Some will object that artists have always depended on subsidy. Quite right. That objection destroys rather more than it saves. Van Gogh depended on Theo. Marx depended for years on Engels. Tchaikovsky had patronage. Virginia Woolf, unlike millions of women before her, had both money and a room of her own, and had the clarity to state the matter plainly. The lesson is not that genius floats free of material conditions. The lesson is the reverse: culture has always depended heavily on someone, somewhere, being shielded from the full stupidity of economic necessity.
This means the canon is not a clean record of merit. It is also a record of subsidy, exemption, accident, family money, patrons, tolerant spouses, sinecures, inherited cushion, and occasional institutional slack. In short, it is partly a record of who had enough protection from the market to do something other than kneel before it. The rest, meanwhile, are told a moral fable about hard work.
This is where the sentimental clichĂ© about the ‘starving artist’ should be discarded with force. There is nothing noble about preventable exhaustion. There is nothing spiritually elevating about watching one’s better projects dry out from lack of time. There is certainly nothing socially rational about a civilisation organised in such a way that its most reflective, gifted, or aesthetically sensitive members must defer their work until retirement, ill health, or redundancy grants them a little stolen air.

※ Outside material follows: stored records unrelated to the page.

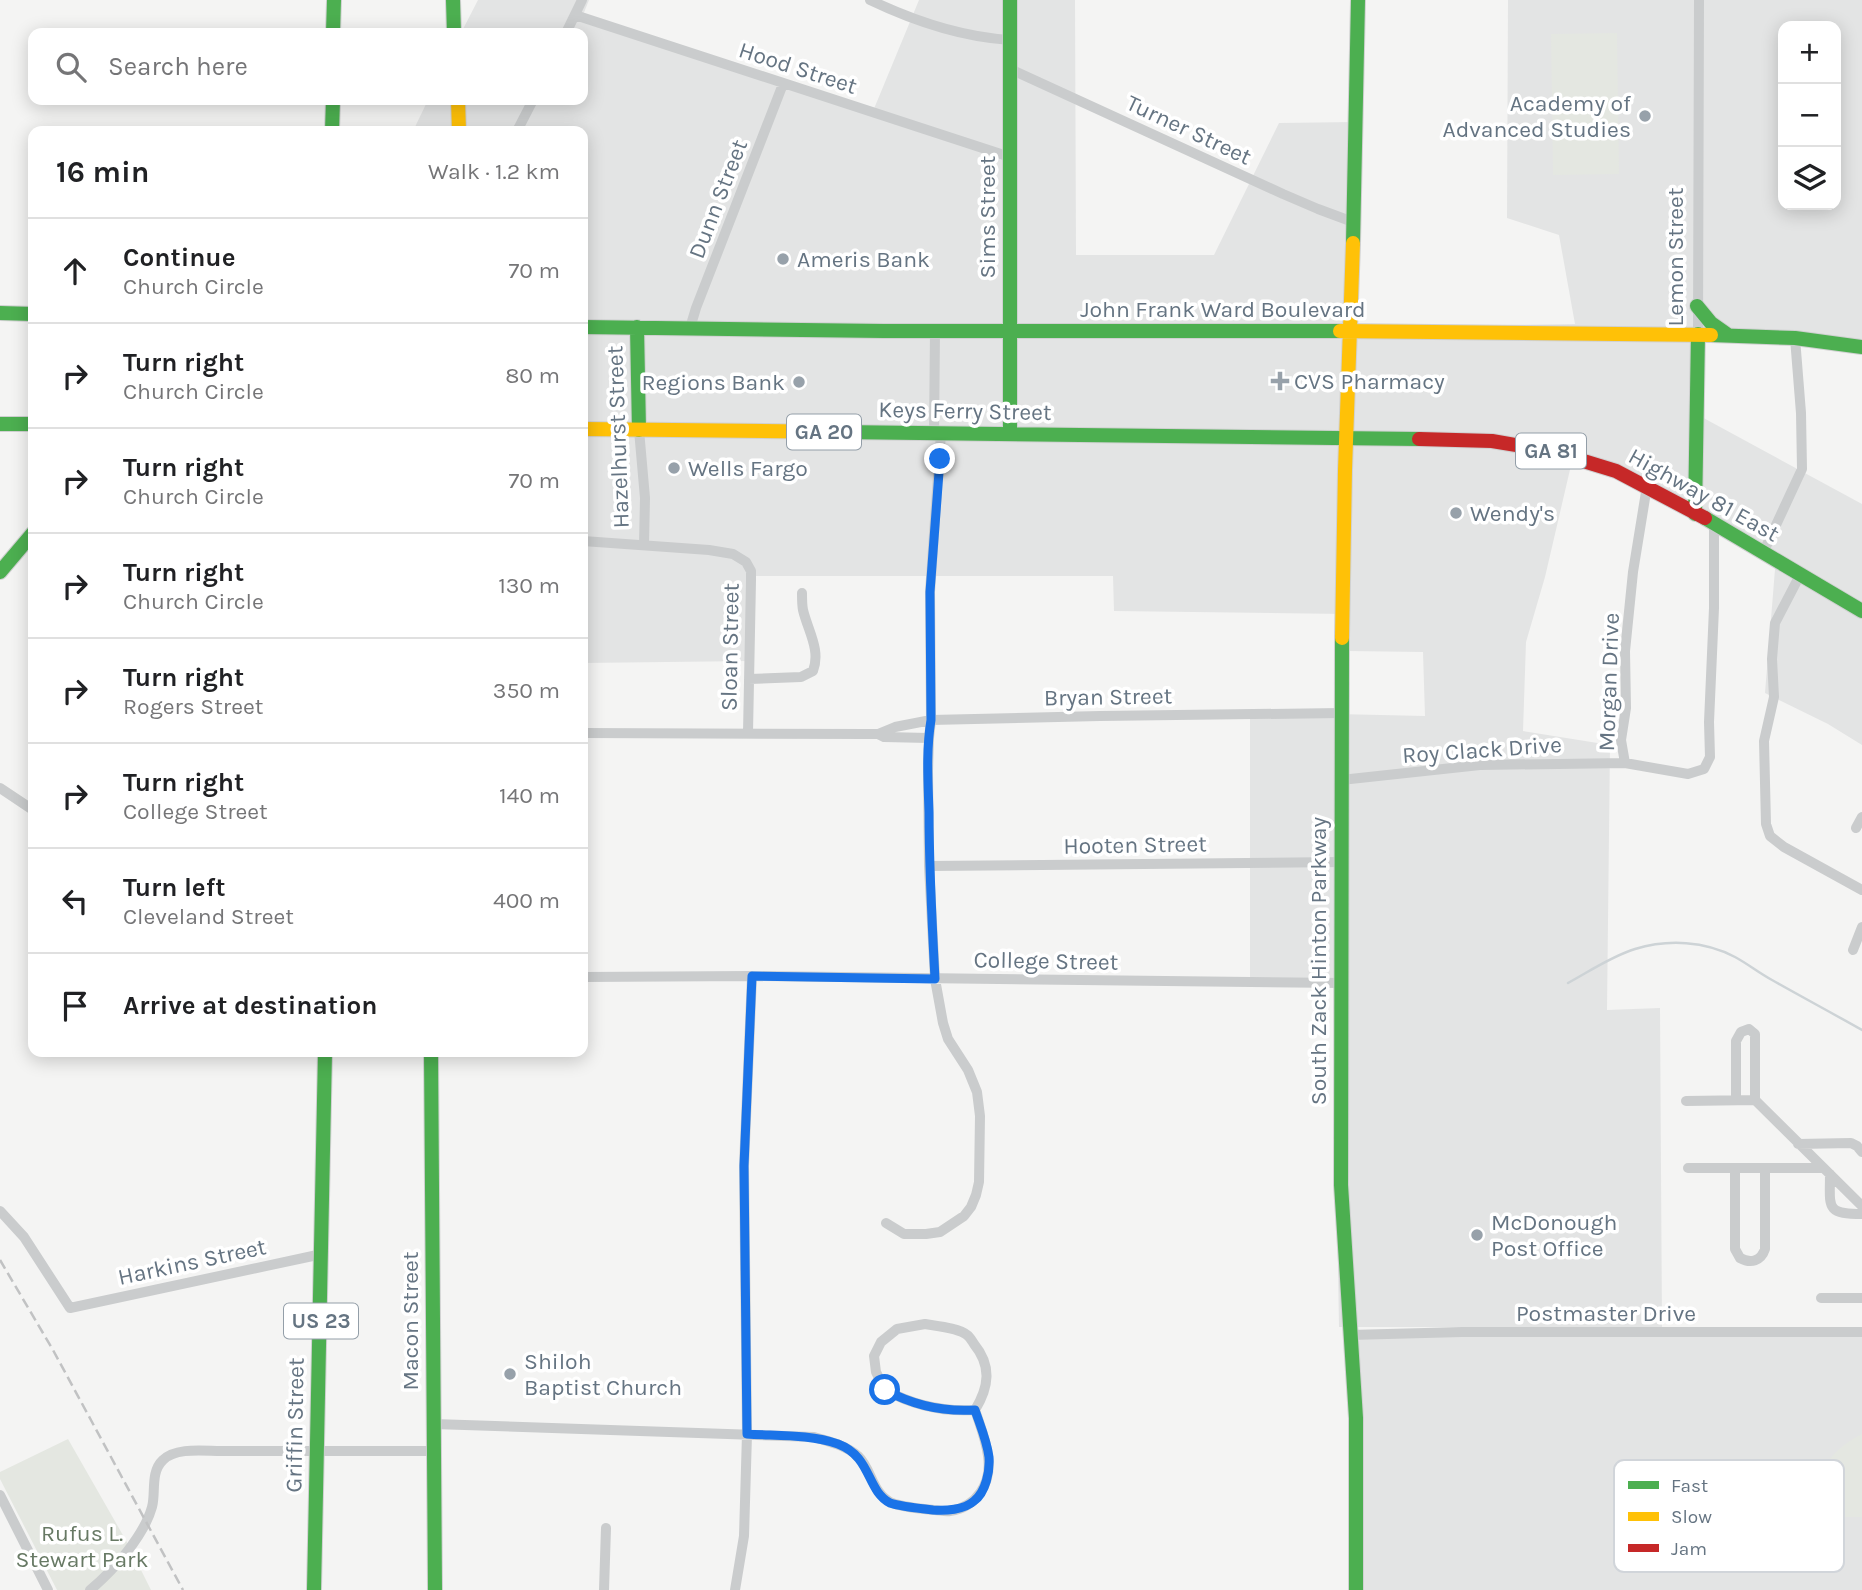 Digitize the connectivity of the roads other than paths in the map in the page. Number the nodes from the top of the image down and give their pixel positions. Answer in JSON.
{"nodes":[{"id":1,"x":334,"y":0,"type":"edge"},
{"id":2,"x":453,"y":0,"type":"edge"},
{"id":3,"x":582,"y":0,"type":"edge"},
{"id":4,"x":870,"y":0,"type":"edge"},
{"id":5,"x":1010,"y":0,"type":"edge"},
{"id":6,"x":1358,"y":0,"type":"edge"},
{"id":7,"x":1699,"y":0,"type":"edge"},
{"id":8,"x":575,"y":15,"type":"junction"},
{"id":9,"x":333,"y":28,"type":"edge"},
{"id":10,"x":454,"y":28,"type":"edge"},
{"id":11,"x":568,"y":28,"type":"edge"},
{"id":12,"x":1010,"y":40,"type":"junction"},
{"id":13,"x":1010,"y":69,"type":"junction"},
{"id":14,"x":783,"y":84,"type":"junction"},
{"id":15,"x":333,"y":105,"type":"edge"},
{"id":16,"x":458,"y":105,"type":"edge"},
{"id":17,"x":530,"y":105,"type":"edge"},
{"id":18,"x":332,"y":126,"type":"edge"},
{"id":19,"x":459,"y":126,"type":"edge"},
{"id":20,"x":520,"y":126,"type":"edge"},
{"id":21,"x":1010,"y":157,"type":"junction"},
{"id":22,"x":1353,"y":222,"type":"junction"},
{"id":23,"x":1697,"y":306,"type":"junction"},
{"id":24,"x":0,"y":313,"type":"edge"},
{"id":25,"x":28,"y":314,"type":"edge"},
{"id":26,"x":588,"y":327,"type":"edge"},
{"id":27,"x":637,"y":327,"type":"junction"},
{"id":28,"x":690,"y":328,"type":"junction"},
{"id":29,"x":935,"y":331,"type":"junction"},
{"id":30,"x":1010,"y":331,"type":"junction"},
{"id":31,"x":1351,"y":331,"type":"junction"},
{"id":32,"x":1698,"y":334,"type":"junction"},
{"id":33,"x":1728,"y":335,"type":"junction"},
{"id":34,"x":1795,"y":338,"type":"junction"},
{"id":35,"x":1862,"y":347,"type":"edge"},
{"id":36,"x":0,"y":424,"type":"edge"},
{"id":37,"x":28,"y":425,"type":"edge"},
{"id":38,"x":588,"y":429,"type":"edge"},
{"id":39,"x":639,"y":430,"type":"junction"},
{"id":40,"x":938,"y":433,"type":"junction"},
{"id":41,"x":1010,"y":434,"type":"junction"},
{"id":42,"x":1347,"y":438,"type":"junction"},
{"id":43,"x":1647,"y":486,"type":"junction"},
{"id":44,"x":1695,"y":514,"type":"junction"},
{"id":45,"x":1714,"y":523,"type":"junction"},
{"id":46,"x":28,"y":539,"type":"edge"},
{"id":47,"x":588,"y":541,"type":"edge"},
{"id":48,"x":644,"y":544,"type":"junction"},
{"id":49,"x":1763,"y":553,"type":"junction"},
{"id":50,"x":0,"y":572,"type":"edge"},
{"id":51,"x":1800,"y":575,"type":"junction"},
{"id":52,"x":802,"y":593,"type":"dead end"},
{"id":53,"x":1862,"y":611,"type":"edge"},
{"id":54,"x":749,"y":678,"type":"junction"},
{"id":55,"x":1341,"y":713,"type":"junction"},
{"id":56,"x":931,"y":720,"type":"junction"},
{"id":57,"x":588,"y":733,"type":"edge"},
{"id":58,"x":748,"y":733,"type":"junction"},
{"id":59,"x":877,"y":734,"type":"junction"},
{"id":60,"x":929,"y":737,"type":"junction"},
{"id":61,"x":1625,"y":763,"type":"junction"},
{"id":62,"x":1341,"y":780,"type":"junction"},
{"id":63,"x":0,"y":788,"type":"edge"},
{"id":64,"x":28,"y":807,"type":"edge"},
{"id":65,"x":1862,"y":817,"type":"edge"},
{"id":66,"x":1856,"y":828,"type":"dead end"},
{"id":67,"x":1341,"y":862,"type":"junction"},
{"id":68,"x":929,"y":866,"type":"junction"},
{"id":69,"x":1862,"y":890,"type":"edge"},
{"id":70,"x":1862,"y":927,"type":"edge"},
{"id":71,"x":1853,"y":950,"type":"dead end"},
{"id":72,"x":752,"y":976,"type":"junction"},
{"id":73,"x":588,"y":977,"type":"edge"},
{"id":74,"x":935,"y":979,"type":"junction"},
{"id":75,"x":1341,"y":983,"type":"junction"},
{"id":76,"x":325,"y":1057,"type":"edge"},
{"id":77,"x":431,"y":1057,"type":"edge"},
{"id":78,"x":1736,"y":1100,"type":"junction"},
{"id":79,"x":1755,"y":1100,"type":"junction"},
{"id":80,"x":1686,"y":1101,"type":"dead end"},
{"id":81,"x":1798,"y":1144,"type":"junction"},
{"id":82,"x":1862,"y":1152,"type":"edge"},
{"id":83,"x":1688,"y":1168,"type":"dead end"},
{"id":84,"x":1735,"y":1168,"type":"junction"},
{"id":85,"x":1765,"y":1168,"type":"junction"},
{"id":86,"x":1826,"y":1171,"type":"junction"},
{"id":87,"x":1862,"y":1206,"type":"edge"},
{"id":88,"x":0,"y":1211,"type":"edge"},
{"id":89,"x":1862,"y":1214,"type":"edge"},
{"id":90,"x":886,"y":1223,"type":"dead end"},
{"id":91,"x":322,"y":1254,"type":"junction"},
{"id":92,"x":1821,"y":1298,"type":"dead end"},
{"id":93,"x":1862,"y":1298,"type":"edge"},
{"id":94,"x":1862,"y":1332,"type":"edge"},
{"id":95,"x":1350,"y":1335,"type":"junction"},
{"id":96,"x":975,"y":1410,"type":"junction"},
{"id":97,"x":434,"y":1424,"type":"junction"},
{"id":98,"x":747,"y":1434,"type":"junction"},
{"id":99,"x":318,"y":1451,"type":"junction"},
{"id":100,"x":434,"y":1451,"type":"junction"},
{"id":101,"x":0,"y":1496,"type":"edge"},
{"id":102,"x":5,"y":1516,"type":"edge"},
{"id":103,"x":606,"y":1528,"type":"dead end"},
{"id":104,"x":48,"y":1590,"type":"edge"},
{"id":105,"x":90,"y":1590,"type":"edge"},
{"id":106,"x":314,"y":1590,"type":"edge"},
{"id":107,"x":435,"y":1590,"type":"edge"},
{"id":108,"x":604,"y":1590,"type":"edge"},
{"id":109,"x":735,"y":1590,"type":"edge"},
{"id":110,"x":1356,"y":1590,"type":"edge"}],
"edges":[{"from":1,"to":9,"type":"main road"},
{"from":2,"to":10,"type":"main road"},
{"from":3,"to":8,"type":"street"},
{"from":4,"to":12,"type":"street"},
{"from":5,"to":12,"type":"main road","name":"Sims Street"},
{"from":6,"to":22,"type":"main road","name":"South Zack Hinton Parkway"},
{"from":7,"to":23,"type":"street","name":"Lemon Street"},
{"from":8,"to":11,"type":"street"},
{"from":8,"to":14,"type":"street","name":"Hood Street"},
{"from":12,"to":13,"type":"main road","name":"Sims Street"},
{"from":13,"to":21,"type":"main road","name":"Sims Street"},
{"from":13,"to":22,"type":"street","name":"Turner Street"},
{"from":14,"to":21,"type":"street","name":"Hood Street"},
{"from":14,"to":28,"type":"street","name":"Dunn Street"},
{"from":15,"to":18,"type":"main road"},
{"from":16,"to":19,"type":"main road"},
{"from":17,"to":20,"type":"street"},
{"from":21,"to":30,"type":"main road","name":"Sims Street"},
{"from":22,"to":31,"type":"main road","name":"South Zack Hinton Parkway"},
{"from":23,"to":32,"type":"street","name":"Lemon Street"},
{"from":23,"to":33,"type":"main road"},
{"from":24,"to":25,"type":"main road"},
{"from":26,"to":27,"type":"main road","name":"John Frank Ward Boulevard"},
{"from":27,"to":28,"type":"main road","name":"John Frank Ward Boulevard"},
{"from":27,"to":39,"type":"main road","name":"Hazelhurst Street"},
{"from":28,"to":29,"type":"main road","name":"John Frank Ward Boulevard"},
{"from":29,"to":30,"type":"main road","name":"John Frank Ward Boulevard"},
{"from":29,"to":40,"type":"street"},
{"from":30,"to":31,"type":"main road","name":"John Frank Ward Boulevard"},
{"from":30,"to":41,"type":"main road","name":"Sims Street"},
{"from":31,"to":32,"type":"main road","name":"John Frank Ward Boulevard"},
{"from":31,"to":42,"type":"main road","name":"South Zack Hinton Parkway"},
{"from":32,"to":33,"type":"main road","name":"John Frank Ward Boulevard"},
{"from":32,"to":44,"type":"main road","name":"Lemon Street"},
{"from":33,"to":34,"type":"main road","name":"John Frank Ward Boulevard"},
{"from":34,"to":35,"type":"main road","name":"John Frank Ward Boulevard"},
{"from":34,"to":49,"type":"street"},
{"from":36,"to":37,"type":"main road"},
{"from":38,"to":39,"type":"main road","name":"Keys Ferry Street","number":"GA 20"},
{"from":39,"to":40,"type":"main road","name":"Keys Ferry Street","number":"GA 20"},
{"from":39,"to":48,"type":"street","name":"Hazelhurst Street"},
{"from":40,"to":41,"type":"main road","name":"Keys Ferry Street","number":"GA 20"},
{"from":40,"to":56,"type":"street"},
{"from":41,"to":42,"type":"main road","name":"Keys Ferry Street","number":"GA 20"},
{"from":42,"to":43,"type":"main road","name":"Highway 81 East","number":"GA 81"},
{"from":42,"to":55,"type":"main road","name":"South Zack Hinton Parkway"},
{"from":43,"to":44,"type":"main road","name":"Highway 81 East","number":"GA 81"},
{"from":43,"to":61,"type":"street","name":"Morgan Drive"},
{"from":44,"to":45,"type":"main road","name":"Highway 81 East","number":"GA 81"},
{"from":45,"to":49,"type":"main road","name":"Highway 81 East","number":"GA 81"},
{"from":45,"to":61,"type":"street","name":"Morgan Drive"},
{"from":46,"to":50,"type":"main road"},
{"from":47,"to":48,"type":"street","name":"Sloan Street"},
{"from":48,"to":54,"type":"street","name":"Sloan Street"},
{"from":49,"to":51,"type":"main road","name":"Highway 81 East","number":"GA 81"},
{"from":51,"to":53,"type":"main road","name":"Highway 81 East","number":"GA 81"},
{"from":51,"to":69,"type":"street"},
{"from":52,"to":54,"type":"street"},
{"from":54,"to":58,"type":"street","name":"Sloan Street"},
{"from":55,"to":56,"type":"street","name":"Bryan Street"},
{"from":55,"to":62,"type":"main road","name":"South Zack Hinton Parkway"},
{"from":56,"to":59,"type":"street","name":"Bryan Street"},
{"from":56,"to":60,"type":"street"},
{"from":57,"to":58,"type":"street","name":"Bryan Street"},
{"from":58,"to":59,"type":"street","name":"Bryan Street"},
{"from":59,"to":60,"type":"street","name":"Bryan Street"},
{"from":60,"to":68,"type":"street"},
{"from":61,"to":62,"type":"street","name":"Roy Clack Drive"},
{"from":62,"to":67,"type":"main road","name":"South Zack Hinton Parkway"},
{"from":63,"to":64,"type":"street"},
{"from":65,"to":66,"type":"street"},
{"from":67,"to":68,"type":"street","name":"Hooten Street"},
{"from":67,"to":75,"type":"main road","name":"South Zack Hinton Parkway"},
{"from":68,"to":74,"type":"street"},
{"from":70,"to":71,"type":"street"},
{"from":72,"to":73,"type":"street","name":"College Street"},
{"from":72,"to":74,"type":"street","name":"College Street"},
{"from":72,"to":98,"type":"street"},
{"from":74,"to":75,"type":"street","name":"College Street"},
{"from":74,"to":90,"type":"street"},
{"from":75,"to":95,"type":"main road","name":"South Zack Hinton Parkway"},
{"from":76,"to":91,"type":"main road","name":"Griffin Street","number":"US 23"},
{"from":77,"to":97,"type":"main road","name":"Macon Street"},
{"from":78,"to":79,"type":"street"},
{"from":78,"to":79,"type":"street"},
{"from":78,"to":80,"type":"street"},
{"from":79,"to":81,"type":"street"},
{"from":81,"to":82,"type":"street"},
{"from":81,"to":86,"type":"street"},
{"from":83,"to":84,"type":"street"},
{"from":84,"to":85,"type":"street"},
{"from":84,"to":85,"type":"street"},
{"from":85,"to":86,"type":"street"},
{"from":86,"to":87,"type":"street"},
{"from":86,"to":89,"type":"street"},
{"from":88,"to":91,"type":"street","name":"Harkins Street"},
{"from":91,"to":99,"type":"main road","name":"Griffin Street","number":"US 23"},
{"from":92,"to":93,"type":"street"},
{"from":94,"to":95,"type":"street","name":"Postmaster Drive"},
{"from":95,"to":110,"type":"main road","name":"South Zack Hinton Parkway"},
{"from":96,"to":96,"type":"street"},
{"from":96,"to":98,"type":"street"},
{"from":97,"to":98,"type":"street"},
{"from":97,"to":100,"type":"main road","name":"Macon Street"},
{"from":98,"to":109,"type":"street"},
{"from":99,"to":100,"type":"street"},
{"from":99,"to":105,"type":"street"},
{"from":99,"to":106,"type":"main road","name":"Griffin Street","number":"US 23"},
{"from":100,"to":107,"type":"main road","name":"Macon Street"},
{"from":101,"to":102,"type":"street"},
{"from":102,"to":104,"type":"street"},
{"from":103,"to":108,"type":"street"}]}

One might respond that practical life gives artists experience. True enough. So does grief. So does war. So does prison. Experience is not the issue. The issue is the conversion rate. If one must surrender decades of one’s most fertile attention in exchange for a modest accumulation of usable material, the return is abysmal. The economist might call this poor ROI. The philosopher might call it structural stupidity. The artist, if still awake, may call it theft. And the theft is not merely personal. It is civilisational.
A society that forces most of its creative and intellectual life into the margins should not flatter itself for the masterpieces that occasionally emerge. It should be haunted by the scale of what never did. For every Kafka who wrote at night, how many did not? For every theorist supported by patronage or inheritance, how many more were processed into middle management, consultancy, administration, compliance, sales, logistics, and the thousand dead dialects of modern necessity? How many minds were not defeated in argument, but merely preoccupied into silence?
The answer, of course, is unknowable. Which is convenient for the system because what cannot be counted can be dismissed, and what can be dismissed can be repeated indefinitely.
Capitalism’s admirers are fond of innovation. They should spend less time praising the gadgets that reached market and more time mourning the consciousness that never reached form. Not every loss is a corpse. Some losses are libraries that never came into being. Some are paintings that remained latent in the hands of the overworked. Some are ideas that would have altered the climate of a discipline had their author not been busy earning a living.
The old accusation that capitalism exploits labour is true enough, but it is no longer adequate. It exploits labour, yes. It also colonises attention, cannibalises vocation, and narrows the range of what a culture is permitted to become. It does not merely take from workers. It takes from history. And then it calls the remainder efficiency.